Figure 3.8: Relationship between estimated NPP and water balance coefficient for models with physiological control on evapotranspiration through stomatal control. Each data point represents one 0.5o x 0.5o longitude/latitude grid-cell.
Figure 3.9: a, b. Relationships between estimated NPP and water balance coefficient for models with climatic supply/demand control on ecosystem productivity. Each data point represents one 0.5o x 0.5o longitude/latitude grid-cell.
Figure 3.10: Relationship between estimated NPP and water balance coefficient for models with water availability limitation inferred through satellite data. Each data point represents one 0.5o x 0.5o longitude/latitude grid-cell.
A number of reasons can account for the differences in the model results discussed above. As the various models used different functions to calculate PET from the approach used to compute the water balance coefficient, the variations in the relationship of maximum NPP to WBC may be a result of these differences. It is also acknowledged that the WBC calculated on an annual basis does not account for seasonality of precipitation or the interaction of seasonality of precipitation and PET. Overall, it is important to mention that a WBC does not provide an absolute measure for water balance, but it supplies a general scale of the potential water increment within an ecosystem.
It appears that the methods used to estimate water budget limitation on ecosystem productivity had a significant effect on the model outputs. Models with physiological controls over evapotranspiration and NPP consequently were characterized by even distributions of NPP versus the water balance coefficient (Fig. 3.8). This implies that a variety of additional environmental factors may be controlling ecosystem productivity. In addition, these models predicted a smooth increase in the range of NPP with an increasing WBC and the slope of the edge of NPP versus WBC was steeper (except BIOME-3) suggesting that the deficit of water available to plants set the upper limit on ecosystem productivity.
From the standpoint of water availability, while water balance may be the most influential control on global NPP, regional and biome specific NPP variability must be described with more than water balance alone. Improved biospheric models should account for multiple environmental factors controlling global NPP in a non-linear fashion for improved predictions.
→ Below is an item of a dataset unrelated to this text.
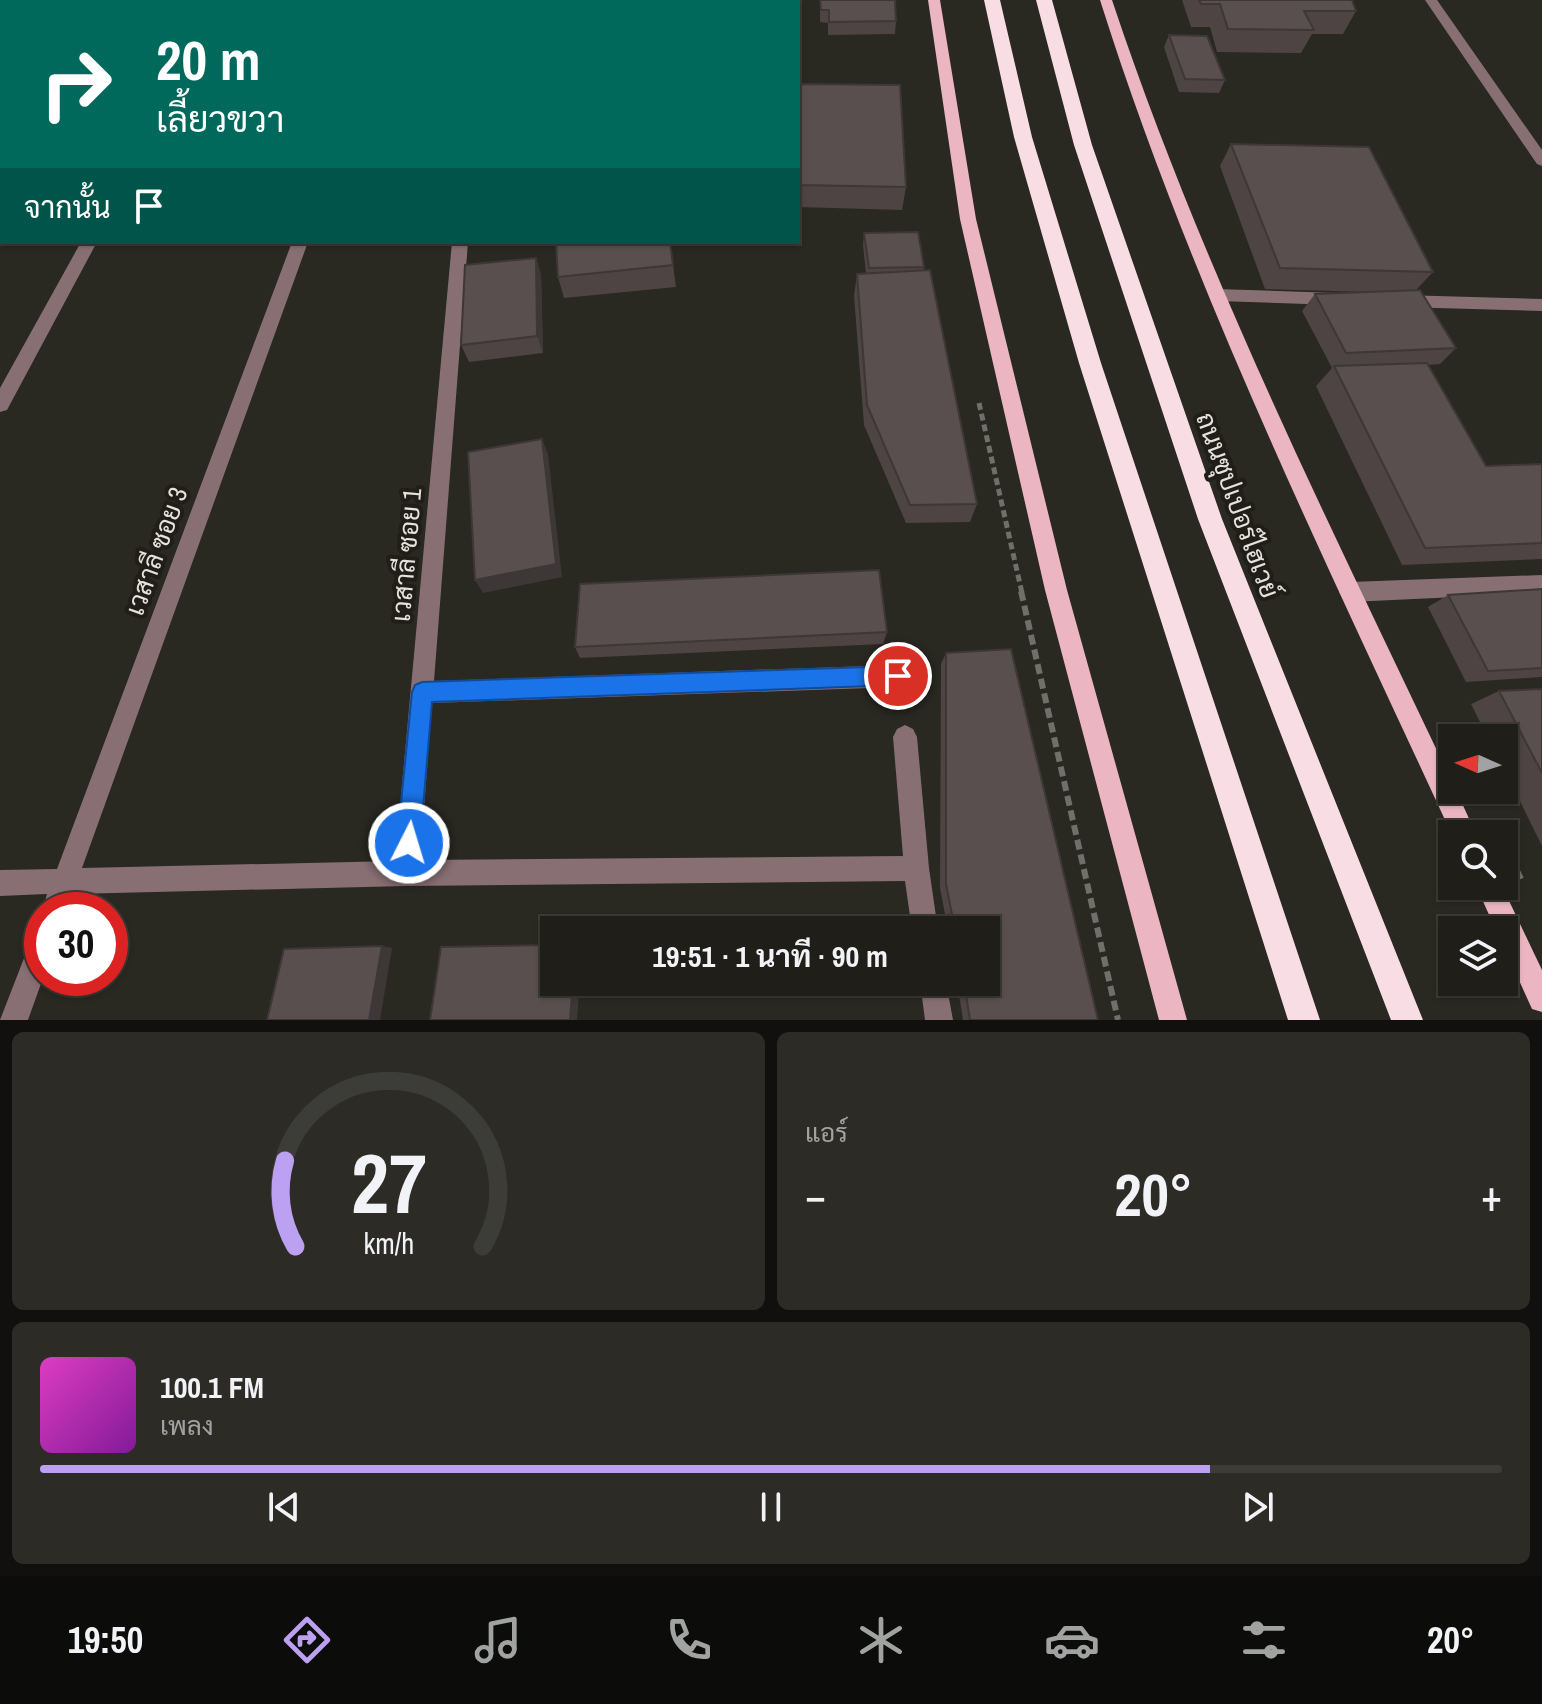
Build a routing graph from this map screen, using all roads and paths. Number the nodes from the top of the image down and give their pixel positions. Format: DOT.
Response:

To analyze the broad-scale behavior of fifteen global biosphere models, the sensitivity of simulated net primary productivity (NPP) to precipitation, temperature, solar radiation, and to the Normalized Difference Vegetation Index (NDVI), was evaluated spatially and temporally. Annual NPP estimates for 41,344 grid cells were averaged across all models and compared to annual precipitation and mean annual temperature of associated grid cells as well as the corresponding coefficient of variation of the average NPP estimates. To relate the latitudinal distribution of NPP to climate and NDVI, the area-weighted mean annual precipitation, temperature, solar radiation and NDVI (1987 FASIR-NDVI, Sellers et al. 1994) was calculated across all longitudes in a 0.5o latitudinal band. To examine seasonal changes in sensitivity of NPP to climate and the NDVI, the total annual grid-cell NPP was divided by each annual climate variable or NDVI value, then averaged the ratios across each 0.5o latitude band between 60o S and 85o N. Annual values of NDVI are equivalent to the annual integral of NDVI (iNDVI) derived by Schimel et al. (1997) as a proxy for annual NPP. The relative importance of climate to simulated NPP was assessed using Spearman Rank correlations (r) between the ratios and individual climate variables across latitudes.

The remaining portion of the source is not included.